Add Screens to Your Flow
Learning Objectives
After completing this unit, you’ll be able to:
- List the types of components you can add to screens.
- Add a confirmation screen to a flow.
Introducing Screen Components
Just as you configure the user experience of your record pages in Lightning App Builder, you use screens to do the same for your flow users.
Each screen is made up of one or more screen components. A screen component is a configurable, reusable element added to a screen.
Screen components are available in three categories.
- Input includes standard components that request information from the user.
- Display includes standard components that display information to the user.
- Custom includes components that you or someone else have created. Install them from AppExchange or a third-party library, or work with a developer to build your own.
Choices in Screen Components
Most standard input components request a value like a number or a paragraph of text. For Radio Buttons, Picklist, Checkbox Group, and Multi-Select Picklist components, the user instead chooses from a set of options.
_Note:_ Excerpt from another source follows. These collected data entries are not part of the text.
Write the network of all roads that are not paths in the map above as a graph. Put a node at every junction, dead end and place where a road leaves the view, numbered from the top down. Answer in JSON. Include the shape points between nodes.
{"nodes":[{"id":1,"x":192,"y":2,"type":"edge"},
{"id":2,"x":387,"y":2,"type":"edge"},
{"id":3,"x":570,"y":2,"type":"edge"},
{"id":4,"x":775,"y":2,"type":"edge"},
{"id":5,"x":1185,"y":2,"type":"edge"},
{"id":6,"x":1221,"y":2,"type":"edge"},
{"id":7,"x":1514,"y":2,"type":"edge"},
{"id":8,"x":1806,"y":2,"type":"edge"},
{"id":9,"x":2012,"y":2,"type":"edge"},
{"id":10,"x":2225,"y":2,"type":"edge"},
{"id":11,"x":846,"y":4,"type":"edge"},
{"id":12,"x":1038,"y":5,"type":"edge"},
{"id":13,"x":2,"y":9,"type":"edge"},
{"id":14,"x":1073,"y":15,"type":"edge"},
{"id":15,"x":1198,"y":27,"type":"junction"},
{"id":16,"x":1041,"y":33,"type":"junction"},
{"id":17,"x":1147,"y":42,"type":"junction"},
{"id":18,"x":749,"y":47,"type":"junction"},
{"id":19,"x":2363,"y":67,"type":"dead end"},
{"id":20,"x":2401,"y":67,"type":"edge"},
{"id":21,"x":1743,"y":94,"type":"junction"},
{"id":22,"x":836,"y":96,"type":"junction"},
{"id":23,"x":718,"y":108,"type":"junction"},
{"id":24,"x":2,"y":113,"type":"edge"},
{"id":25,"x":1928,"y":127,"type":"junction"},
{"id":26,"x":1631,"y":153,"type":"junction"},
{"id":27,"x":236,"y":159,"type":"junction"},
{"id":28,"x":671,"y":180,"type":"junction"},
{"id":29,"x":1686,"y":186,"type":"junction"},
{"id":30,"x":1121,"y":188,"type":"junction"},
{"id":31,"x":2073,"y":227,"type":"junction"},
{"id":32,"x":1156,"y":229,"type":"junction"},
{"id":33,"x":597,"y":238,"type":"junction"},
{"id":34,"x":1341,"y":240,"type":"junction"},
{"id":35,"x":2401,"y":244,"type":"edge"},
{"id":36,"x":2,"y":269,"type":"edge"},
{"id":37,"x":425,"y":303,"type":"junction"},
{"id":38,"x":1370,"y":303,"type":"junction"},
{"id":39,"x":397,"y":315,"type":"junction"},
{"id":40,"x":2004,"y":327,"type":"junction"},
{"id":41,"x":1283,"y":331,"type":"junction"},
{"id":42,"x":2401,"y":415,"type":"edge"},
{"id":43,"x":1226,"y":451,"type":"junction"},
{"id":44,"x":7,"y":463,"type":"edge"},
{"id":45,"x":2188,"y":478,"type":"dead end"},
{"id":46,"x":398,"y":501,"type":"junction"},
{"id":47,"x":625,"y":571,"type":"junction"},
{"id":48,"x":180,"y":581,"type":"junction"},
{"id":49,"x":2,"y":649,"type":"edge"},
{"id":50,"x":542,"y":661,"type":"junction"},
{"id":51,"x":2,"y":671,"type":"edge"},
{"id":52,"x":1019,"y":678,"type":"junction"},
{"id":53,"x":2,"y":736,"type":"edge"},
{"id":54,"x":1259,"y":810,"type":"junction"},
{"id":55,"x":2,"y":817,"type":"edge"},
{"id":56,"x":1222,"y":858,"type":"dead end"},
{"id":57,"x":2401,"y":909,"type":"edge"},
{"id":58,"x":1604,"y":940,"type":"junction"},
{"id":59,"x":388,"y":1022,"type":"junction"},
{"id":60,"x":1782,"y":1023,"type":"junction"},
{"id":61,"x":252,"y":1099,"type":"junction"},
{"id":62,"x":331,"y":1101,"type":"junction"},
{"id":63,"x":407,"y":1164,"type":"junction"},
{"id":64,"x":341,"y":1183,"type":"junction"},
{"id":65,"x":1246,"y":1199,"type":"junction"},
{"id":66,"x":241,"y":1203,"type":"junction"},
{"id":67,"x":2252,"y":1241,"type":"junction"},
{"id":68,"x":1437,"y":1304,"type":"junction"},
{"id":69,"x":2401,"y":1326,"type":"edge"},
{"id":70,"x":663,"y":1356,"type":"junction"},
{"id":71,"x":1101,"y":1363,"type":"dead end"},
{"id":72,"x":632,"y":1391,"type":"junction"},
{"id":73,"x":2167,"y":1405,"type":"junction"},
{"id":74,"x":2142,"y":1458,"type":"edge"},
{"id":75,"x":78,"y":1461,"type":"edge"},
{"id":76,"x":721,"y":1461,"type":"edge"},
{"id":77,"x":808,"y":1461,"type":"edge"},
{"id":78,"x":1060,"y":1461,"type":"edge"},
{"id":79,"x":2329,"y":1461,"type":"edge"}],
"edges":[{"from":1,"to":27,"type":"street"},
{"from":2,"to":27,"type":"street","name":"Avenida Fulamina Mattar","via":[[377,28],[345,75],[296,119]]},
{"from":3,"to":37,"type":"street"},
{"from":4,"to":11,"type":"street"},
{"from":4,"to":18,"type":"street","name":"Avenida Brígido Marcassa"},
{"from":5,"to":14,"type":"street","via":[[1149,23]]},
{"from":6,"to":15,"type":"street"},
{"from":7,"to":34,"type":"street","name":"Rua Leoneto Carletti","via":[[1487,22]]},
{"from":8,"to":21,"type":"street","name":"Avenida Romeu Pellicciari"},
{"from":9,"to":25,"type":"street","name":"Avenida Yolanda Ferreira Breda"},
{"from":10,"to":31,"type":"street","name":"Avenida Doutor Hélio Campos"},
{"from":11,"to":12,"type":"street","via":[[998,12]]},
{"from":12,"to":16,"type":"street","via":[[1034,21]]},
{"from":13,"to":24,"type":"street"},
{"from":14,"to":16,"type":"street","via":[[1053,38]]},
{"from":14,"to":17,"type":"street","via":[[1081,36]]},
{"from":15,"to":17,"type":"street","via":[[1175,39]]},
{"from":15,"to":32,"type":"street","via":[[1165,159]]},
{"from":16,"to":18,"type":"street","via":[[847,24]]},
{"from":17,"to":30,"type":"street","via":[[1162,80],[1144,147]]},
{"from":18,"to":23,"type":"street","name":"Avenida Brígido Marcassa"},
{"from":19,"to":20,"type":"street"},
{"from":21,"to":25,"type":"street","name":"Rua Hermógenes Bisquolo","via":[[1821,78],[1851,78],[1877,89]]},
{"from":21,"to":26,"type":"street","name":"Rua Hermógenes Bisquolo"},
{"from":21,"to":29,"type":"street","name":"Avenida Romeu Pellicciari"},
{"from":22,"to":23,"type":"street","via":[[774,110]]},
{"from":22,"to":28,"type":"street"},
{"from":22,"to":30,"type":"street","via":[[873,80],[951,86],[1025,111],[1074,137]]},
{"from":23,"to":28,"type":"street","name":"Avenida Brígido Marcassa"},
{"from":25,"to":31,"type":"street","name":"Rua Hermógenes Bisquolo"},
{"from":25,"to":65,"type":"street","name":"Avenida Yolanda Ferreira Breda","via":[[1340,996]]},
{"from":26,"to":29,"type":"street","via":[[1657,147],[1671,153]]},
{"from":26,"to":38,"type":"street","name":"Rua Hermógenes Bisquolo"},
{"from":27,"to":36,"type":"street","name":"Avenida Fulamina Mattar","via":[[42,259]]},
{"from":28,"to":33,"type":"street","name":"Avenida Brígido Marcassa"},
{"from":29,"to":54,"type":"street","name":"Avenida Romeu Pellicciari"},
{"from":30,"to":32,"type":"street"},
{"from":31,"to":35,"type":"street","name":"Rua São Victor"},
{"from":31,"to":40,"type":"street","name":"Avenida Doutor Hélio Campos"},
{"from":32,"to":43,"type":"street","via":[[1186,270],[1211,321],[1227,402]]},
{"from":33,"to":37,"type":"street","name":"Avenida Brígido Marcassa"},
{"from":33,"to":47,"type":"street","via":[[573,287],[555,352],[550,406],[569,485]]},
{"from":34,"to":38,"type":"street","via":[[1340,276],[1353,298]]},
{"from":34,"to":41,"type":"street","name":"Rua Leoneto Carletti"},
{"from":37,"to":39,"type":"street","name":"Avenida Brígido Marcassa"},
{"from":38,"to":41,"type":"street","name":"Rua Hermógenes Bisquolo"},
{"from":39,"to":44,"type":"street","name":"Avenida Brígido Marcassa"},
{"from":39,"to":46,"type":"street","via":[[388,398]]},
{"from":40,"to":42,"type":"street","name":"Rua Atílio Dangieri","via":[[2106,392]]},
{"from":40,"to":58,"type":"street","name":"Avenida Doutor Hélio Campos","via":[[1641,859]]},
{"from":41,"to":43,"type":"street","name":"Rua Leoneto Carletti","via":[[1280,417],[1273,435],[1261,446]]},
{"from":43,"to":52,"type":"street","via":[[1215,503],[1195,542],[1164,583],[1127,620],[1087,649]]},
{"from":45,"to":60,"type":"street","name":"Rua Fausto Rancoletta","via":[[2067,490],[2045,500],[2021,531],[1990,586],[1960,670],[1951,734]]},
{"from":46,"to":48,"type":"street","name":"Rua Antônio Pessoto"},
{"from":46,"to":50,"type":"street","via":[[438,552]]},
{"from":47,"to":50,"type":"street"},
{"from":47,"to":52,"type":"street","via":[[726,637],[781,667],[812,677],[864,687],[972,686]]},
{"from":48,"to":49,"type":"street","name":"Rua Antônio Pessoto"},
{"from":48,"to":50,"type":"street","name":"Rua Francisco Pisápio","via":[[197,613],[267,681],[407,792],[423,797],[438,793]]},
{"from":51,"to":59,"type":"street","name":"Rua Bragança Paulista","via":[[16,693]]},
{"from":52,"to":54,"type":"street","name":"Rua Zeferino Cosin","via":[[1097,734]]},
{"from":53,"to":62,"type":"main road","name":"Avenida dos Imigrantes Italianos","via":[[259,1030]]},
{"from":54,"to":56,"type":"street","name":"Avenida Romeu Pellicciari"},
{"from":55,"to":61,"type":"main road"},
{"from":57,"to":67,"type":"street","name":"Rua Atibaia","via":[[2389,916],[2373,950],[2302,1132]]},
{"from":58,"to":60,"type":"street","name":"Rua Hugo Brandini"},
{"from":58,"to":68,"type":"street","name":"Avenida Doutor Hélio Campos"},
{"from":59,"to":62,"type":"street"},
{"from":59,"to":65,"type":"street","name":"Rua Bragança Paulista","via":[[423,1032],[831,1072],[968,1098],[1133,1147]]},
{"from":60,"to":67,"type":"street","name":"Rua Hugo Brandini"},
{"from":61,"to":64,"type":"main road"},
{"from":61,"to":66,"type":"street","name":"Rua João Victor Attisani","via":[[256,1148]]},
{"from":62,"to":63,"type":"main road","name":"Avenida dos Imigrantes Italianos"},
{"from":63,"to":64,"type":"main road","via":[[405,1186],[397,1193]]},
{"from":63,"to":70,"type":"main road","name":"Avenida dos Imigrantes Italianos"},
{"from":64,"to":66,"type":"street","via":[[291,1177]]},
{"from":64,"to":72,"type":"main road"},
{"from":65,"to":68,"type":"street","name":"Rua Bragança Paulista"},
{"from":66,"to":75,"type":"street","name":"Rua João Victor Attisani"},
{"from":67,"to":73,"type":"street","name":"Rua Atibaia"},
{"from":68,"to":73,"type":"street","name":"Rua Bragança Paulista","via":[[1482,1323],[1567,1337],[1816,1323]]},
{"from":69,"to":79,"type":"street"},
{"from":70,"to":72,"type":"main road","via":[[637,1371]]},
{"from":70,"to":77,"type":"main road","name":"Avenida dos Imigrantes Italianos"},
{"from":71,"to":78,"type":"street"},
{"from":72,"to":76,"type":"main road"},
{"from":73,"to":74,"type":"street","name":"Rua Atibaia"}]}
To identify the available options, select at least one choice or choice set resource.
- A record choice set generates multiple options by using a filtered list of records.
- A picklist choice set generates multiple options by using the values of a picklist or multi-select picklist field.
- A choice represents a single option with the label and value set manually.
The Runtime Experiences
There’s one more important consideration for screen components: which flow runtime experience they’re supported in.
Flows have two different runtime experiences: Lightning runtime and Classic runtime. Like its name suggests, Lightning runtime looks and feels like Lightning Experience, while Classic runtime looks and feels like Visualforce.
That said, the two runtime experiences aren’t tied to either desktop experience. You can use Lightning runtime in Salesforce Classic, and you can use Classic runtime in Lightning Experience.
All screen components are supported in Lightning runtime, but not all screen components are supported in Classic runtime. Here are three indicators that a component requires Lightning runtime.
- The component icon is a lightning bolt.
- No preview is available for the component.
- A warning that a screen component requires Lightning runtime appears when the flow is saved.
The Screen Element
Let’s break down the Screen element.
The screen properties include whether to display the header, footer, or particular navigation options.
What You Did in the Project
Let’s look at the screen you built in the Build a Simple Flow project.
- From Setup, enter Flows in the Quick Find box, and select Flows.
- Open the New Contact flow.
- From the canvas, double-click Contact Info.
The screen contains three components that request information about the contact: the name, the associated account, and a toggle that determines what to do when a contact with that name already exists.
Name Component
First, let’s look at the Name component.
- The component isn’t disabled, nor is it read-only.
- The component displays fields for only First Name and Last Name. (The Name component can also display other name fields like Middle Name.) If your project’s Name component displayed a field for Salutation, the options would be Mr., Mrs., and Ms.
- The label for the component is Name.
You need to be able to reference the user-entered values for First Name and Last Name in other parts of the flow. With the Name component, the only way to reference the entered values is by storing the values in variables. Enter the Store Output Values section.
The First Name and Last Name values are stored in fields on the {!contact} record variable.
Account Component
Next, let’s look at Account, which is a Picklist component.
- The component label is Account (1).
- The component supports only Text choices and choice sets (2).
- The choices are generated using the “accounts” record choice set (3).
You don’t have to manually store the value of the selected choice in a variable. Instead, you can reference the screen component by its API name (Account). When the user selects an account, the screen component is set to the selected choice’s value. Based on how we configured the record choice set, the choice value is the selected account’s ID.
Update the Flow
Let’s take a quick look at the business requirements from the Flow Basics module.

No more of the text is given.